Populous is credited for spearheading a new era of baseball park design in the 1990s, beginning with Oriole Park at Camden Yards in Baltimore. At Camden Yards, and in other stadiums built by Populous soon thereafter, such as Coors Field in Denver and Progressive Field in Cleveland, the ballpark was designed to incorporate aesthetic elements of the city's history and older "classic ballparks." Camden Yards's red brick facade emulates the massive B&O Warehouse that dominates the right field view behind Eutaw Street, whereas Progressive Field's glass and steel exterior "call[s] to mind the drawbridges and train trestles that crisscross the nearby Cuyahoga River." Starting with Great American Ball Park in Cincinnati in 2003, a number of Populous Sport's stadiums featured more contemporary and even futuristic designs.
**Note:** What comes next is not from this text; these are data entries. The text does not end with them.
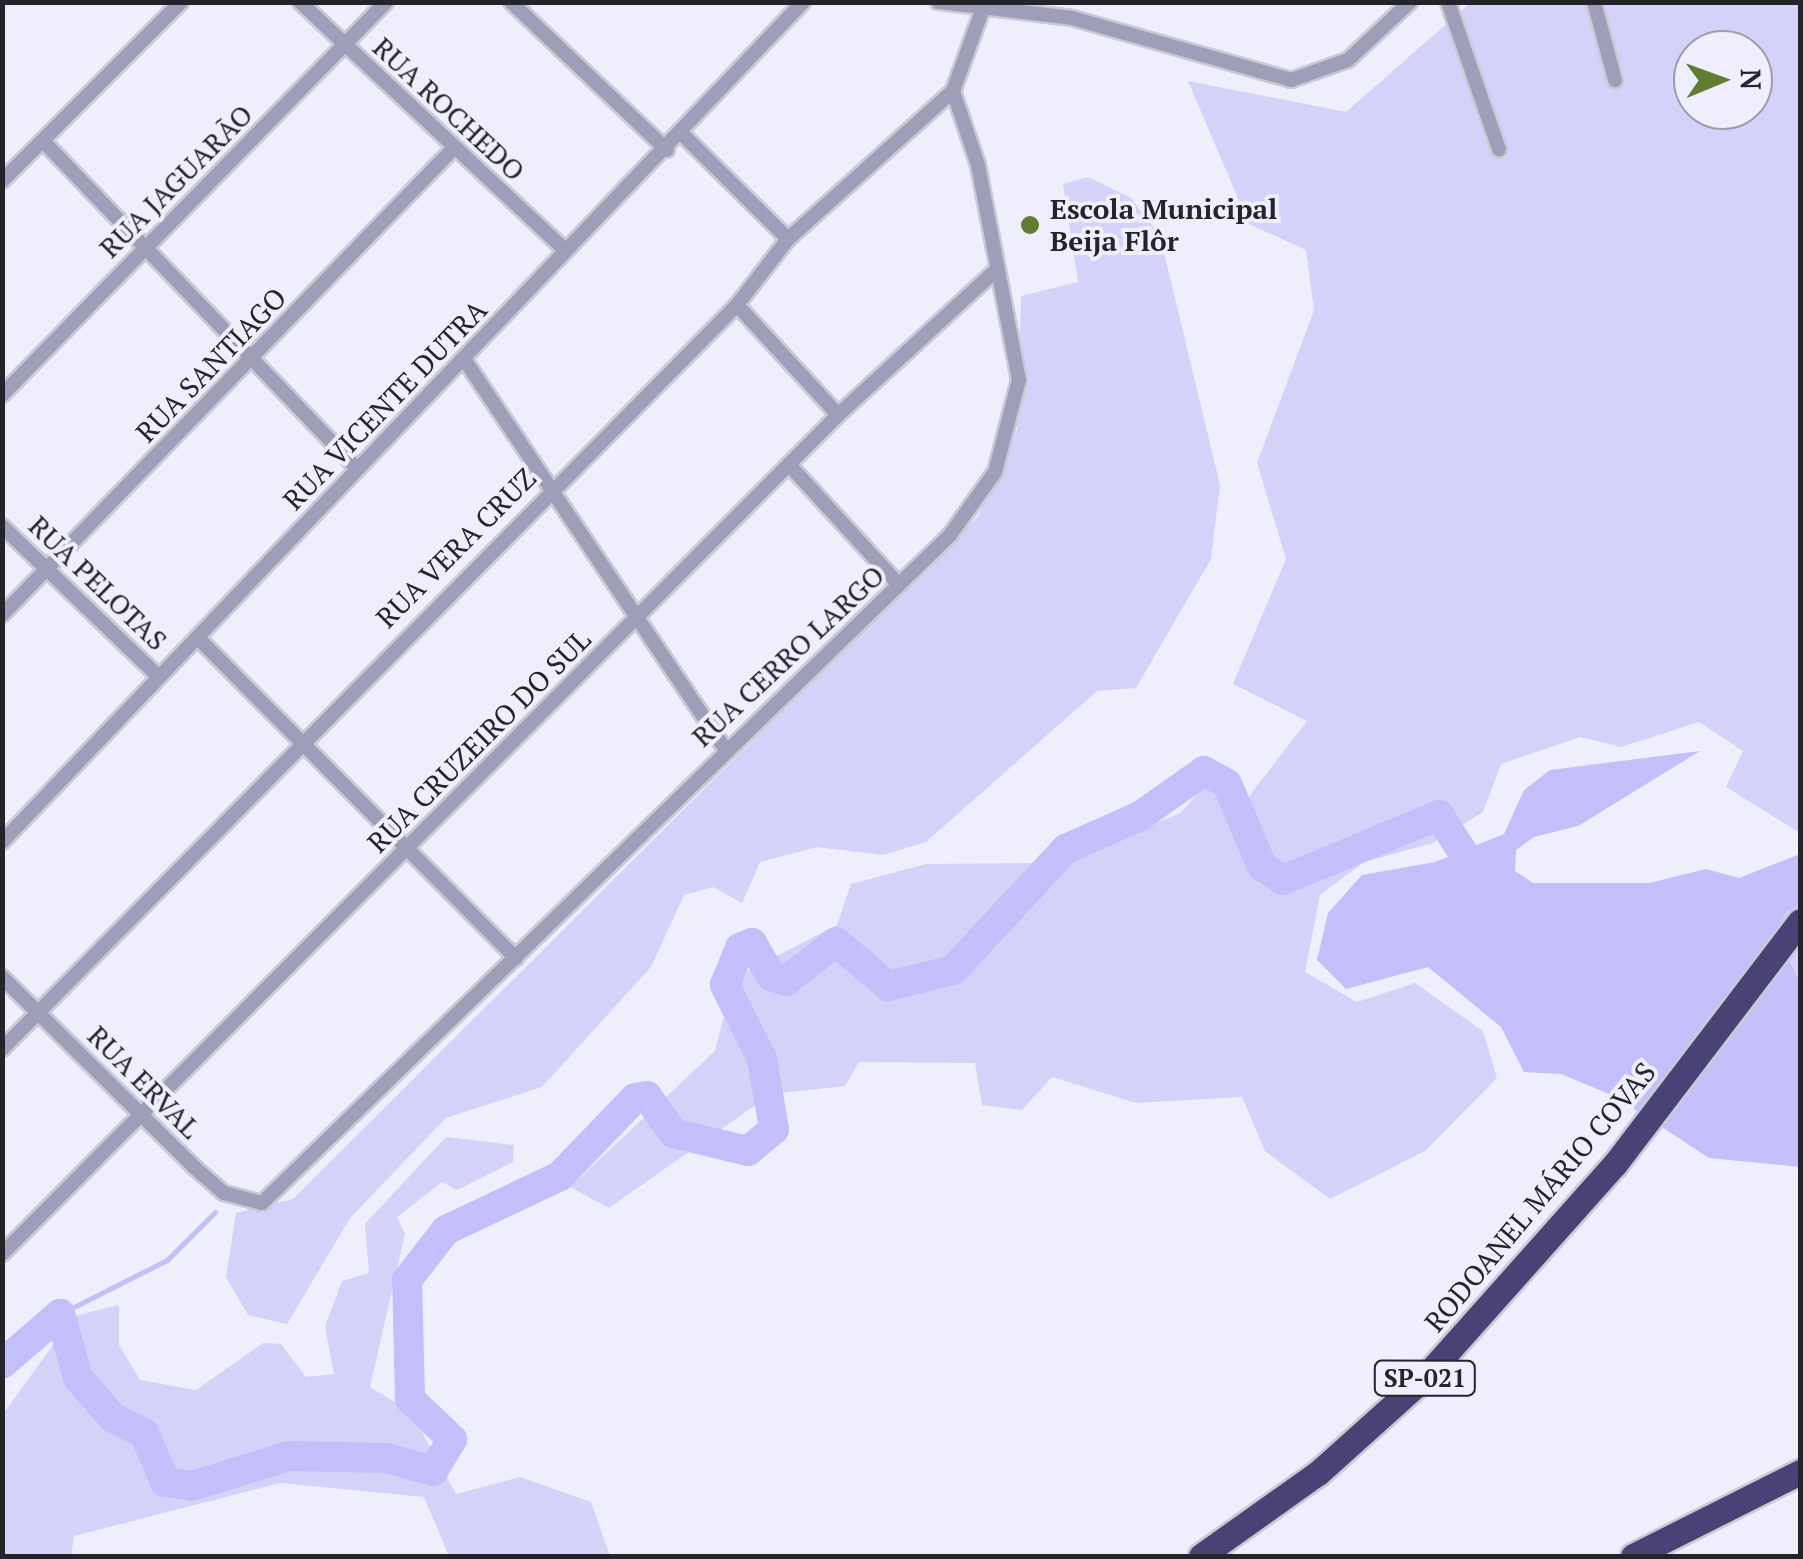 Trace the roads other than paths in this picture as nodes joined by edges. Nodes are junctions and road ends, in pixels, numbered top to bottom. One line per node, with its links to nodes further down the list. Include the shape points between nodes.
1 (180, 2): 15 (street)
2 (300, 2): 11 (street, RUA ROCHEDO)
3 (386, 2): 11 (street, RUA JAGUARÃO)
4 (511, 2): 18 (street)
5 (803, 2): 14 (street, RUA VICENTE DUTRA)
6 (938, 2): 10 (street)
7 (1410, 2): 10 (street, via 1348,60 1291,80 1072,18)
8 (1448, 2): 16 (street)
9 (1594, 2): 12 (street)
10 (982, 8): 13 (street)
11 (346, 45): 17 (street, RUA ROCHEDO); 21 (street, RUA JAGUARÃO)
12 (1615, 80)
13 (953, 91): 20 (street, RUA VERA CRUZ); 23 (street, RUA CERRO LARGO)
14 (682, 134): 18 (street, RUA VICENTE DUTRA); 20 (street)
15 (44, 142): 19 (street); 21 (street)
16 (1499, 148)
17 (453, 149): 22 (street, RUA ROCHEDO); 26 (street, RUA SANTIAGO)
18 (667, 150): 22 (street, RUA VICENTE DUTRA)
19 (2, 180)
20 (788, 238): 24 (street, RUA VERA CRUZ)
21 (145, 248): 26 (street); 27 (street, RUA JAGUARÃO)
22 (565, 250): 25 (street, RUA VICENTE DUTRA)
23 (996, 270): 28 (street, RUA CRUZEIRO DO SUL); 34 (street, RUA CERRO LARGO, via 1019,380 1013,422 975,506)
24 (738, 305): 28 (street); 31 (street, RUA VERA CRUZ)
25 (464, 359): 30 (street, RUA VICENTE DUTRA); 31 (street)
26 (252, 360): 30 (street); 33 (street, RUA SANTIAGO)
27 (2, 395)
28 (838, 415): 29 (street, RUA CRUZEIRO DO SUL)
29 (791, 467): 34 (street); 36 (street, RUA CRUZEIRO DO SUL)
30 (358, 468): 37 (street, RUA VICENTE DUTRA)
31 (555, 485): 36 (street); 39 (street, RUA VERA CRUZ)
32 (2, 526): 33 (street, RUA PELOTAS)
33 (46, 570): 35 (street, RUA SANTIAGO); 38 (street, RUA PELOTAS)
34 (899, 585): 40 (street, RUA CERRO LARGO)
35 (2, 615)
36 (641, 616): 40 (street); 42 (street, RUA CRUZEIRO DO SUL)
37 (198, 638): 38 (street, RUA VICENTE DUTRA); 39 (street)
38 (158, 676): 41 (street, RUA VICENTE DUTRA)
39 (298, 740): 42 (street); 46 (street, RUA VERA CRUZ)
40 (726, 748): 44 (street, RUA CERRO LARGO)
41 (2, 842)
42 (407, 848): 44 (street); 48 (street, RUA CRUZEIRO DO SUL)
43 (1800, 921): 52 (highway, RODOANEL MÁRIO COVAS / SP-021, via 1615,1164 1425,1378 1318,1473)
44 (516, 958): 49 (street, RUA CERRO LARGO)
45 (2, 977): 46 (street, RUA ERVAL)
46 (40, 1012): 47 (street, RUA VERA CRUZ); 48 (street, RUA ERVAL)
47 (2, 1049)
48 (144, 1118): 49 (street, RUA ERVAL, via 224,1193); 50 (street, RUA CRUZEIRO DO SUL)
49 (262, 1202)
50 (2, 1254)
51 (1800, 1472): 53 (highway)
52 (1201, 1556)
53 (1633, 1556)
Subsequent stadium exteriors featuring this motif opened in Washington, D.C. and Minnesota.

In addition to moving away from the concrete exteriors of the "cookie-cutter" multi-purpose stadiums that preceded the new parks, Populous incorporated other innovative touches: natural grass playing surfaces (instead of artificial turf), asymmetrical field dimensions, various park-specific idiosyncrasies (like Tal's Hill in Houston), and less foul territory that would keep fans farther from the diamond. And because the stadiums were designed for baseball instead of several sports, the sightlines were "uniformly excellent."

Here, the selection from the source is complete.